Fidèle à cette règle, l'intellectuel a écrit des articles de notable sagesse, généralement d'excellente facture et coïncidant avec le temps avec l'un des jours fertiles de son savoir-faire dans la narrative. C'est au Venezuela, en particulier dans un article publié dans El Nacional en 1948, que Carpentier introduit sa théorie du « réalisme magique », avec laquelle il identifie et établit la différence avec d'autres écrivains de l’appelé « boom » latino-américain qui a précédé, d’une certaine façon. L'année suivante, ce texte est apparu dans l'introduction de son roman Le Royaume de ce monde.

Carpentier décrivit le « réalisme magique » dans l'introduction de son roman bien connu :

«J'ai marché sur une terre où des milliers d'hommes avides de liberté croyaient aux puissances lycanthropiques de Mackandal, au point que cette foi collective produisait un miracle le jour de son exécution. (...) À chaque pas j'ai trouvé le réalisme magique. (...) Qu’est-ce que l'histoire de toute l'Amérique, sinon une chronique du réalisme magique ? (9).

Ainsi, il a élargi son concept à l'exclusivement latino-américain. Dans Le Royaume de ce monde, le « réalisme magique » forme une perspective de plus de l'histoire ; ce n'est pas nécessairement une fiction.

Carpentier a déclaré lui-même, selon Portuondo, que « faire du journalisme - je l'ai fait pendant de nombreuses années - signifie, pour le romancier, d’établir un contact direct avec le monde. Je crois que le journalisme peut signifier l'approche et la connaissance des environnements qui peuvent être utilisés dans la narrative (10).

Notes:

(1) Marta Rojas: "Carpentier de cerca", journal Granma, 2004, p. 6.

(2) José Antonio Portuondo.
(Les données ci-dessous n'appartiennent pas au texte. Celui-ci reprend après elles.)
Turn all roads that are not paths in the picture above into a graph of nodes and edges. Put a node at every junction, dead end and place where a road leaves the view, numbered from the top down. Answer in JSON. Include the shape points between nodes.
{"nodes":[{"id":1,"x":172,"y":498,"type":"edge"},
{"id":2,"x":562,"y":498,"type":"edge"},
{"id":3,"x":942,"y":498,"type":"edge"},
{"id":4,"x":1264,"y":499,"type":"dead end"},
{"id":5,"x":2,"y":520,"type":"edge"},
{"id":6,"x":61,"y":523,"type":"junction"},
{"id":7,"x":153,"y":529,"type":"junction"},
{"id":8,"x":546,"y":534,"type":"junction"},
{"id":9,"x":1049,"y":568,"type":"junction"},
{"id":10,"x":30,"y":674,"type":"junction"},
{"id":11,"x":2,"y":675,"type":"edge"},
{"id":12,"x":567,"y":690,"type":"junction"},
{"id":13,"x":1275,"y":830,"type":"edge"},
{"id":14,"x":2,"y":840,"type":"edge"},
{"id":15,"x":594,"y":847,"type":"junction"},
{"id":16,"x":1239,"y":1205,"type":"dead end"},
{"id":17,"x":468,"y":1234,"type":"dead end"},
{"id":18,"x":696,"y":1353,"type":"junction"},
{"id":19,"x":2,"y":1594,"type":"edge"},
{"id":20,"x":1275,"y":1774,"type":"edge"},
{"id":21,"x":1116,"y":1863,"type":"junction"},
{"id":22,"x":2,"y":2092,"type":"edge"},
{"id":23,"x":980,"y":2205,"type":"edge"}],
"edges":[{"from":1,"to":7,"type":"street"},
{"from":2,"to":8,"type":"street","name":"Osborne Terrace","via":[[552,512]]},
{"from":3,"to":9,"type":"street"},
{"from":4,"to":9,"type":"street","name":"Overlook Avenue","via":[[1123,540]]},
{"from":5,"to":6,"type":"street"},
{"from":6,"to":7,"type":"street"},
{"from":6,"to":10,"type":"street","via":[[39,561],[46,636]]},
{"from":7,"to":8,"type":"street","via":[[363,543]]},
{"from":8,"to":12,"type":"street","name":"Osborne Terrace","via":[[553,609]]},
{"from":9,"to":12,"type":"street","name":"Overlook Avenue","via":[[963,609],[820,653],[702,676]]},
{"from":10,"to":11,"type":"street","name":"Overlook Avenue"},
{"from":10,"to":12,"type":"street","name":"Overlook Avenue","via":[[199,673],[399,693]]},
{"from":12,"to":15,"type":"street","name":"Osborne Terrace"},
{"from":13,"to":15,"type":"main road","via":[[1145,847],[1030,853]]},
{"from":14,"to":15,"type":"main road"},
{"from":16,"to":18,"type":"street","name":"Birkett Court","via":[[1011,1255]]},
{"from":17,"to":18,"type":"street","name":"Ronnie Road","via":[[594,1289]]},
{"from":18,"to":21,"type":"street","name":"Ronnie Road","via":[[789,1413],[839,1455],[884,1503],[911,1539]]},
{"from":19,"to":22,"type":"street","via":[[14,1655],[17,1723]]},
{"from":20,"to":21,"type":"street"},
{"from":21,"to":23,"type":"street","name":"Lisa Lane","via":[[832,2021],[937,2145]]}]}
Dans Alejo Carpentier (2007) : Crónicas I. Técnica periodística. La Havane, maison d’édition Pablo de la Torriente Brau, p. 12.

(3) idem, p. 5.

(4) idem, p. 7.

(5) idem, p. 7 – 8.

(6) ibid.

(7) Editorial (2015) : “Carpentier periodista”. Consulté dans : www.fundacioncarpentier.cult.cu

(8) idem.

(9) Alejo Carpentier (2005) : El reino de este mundo . Caracas : Fundation CELARG: Centre des Études Latino-américaines Rómulo Gallegos, p. 13 – 16.

(10) José Antonio Portuondo, idem, p. 11.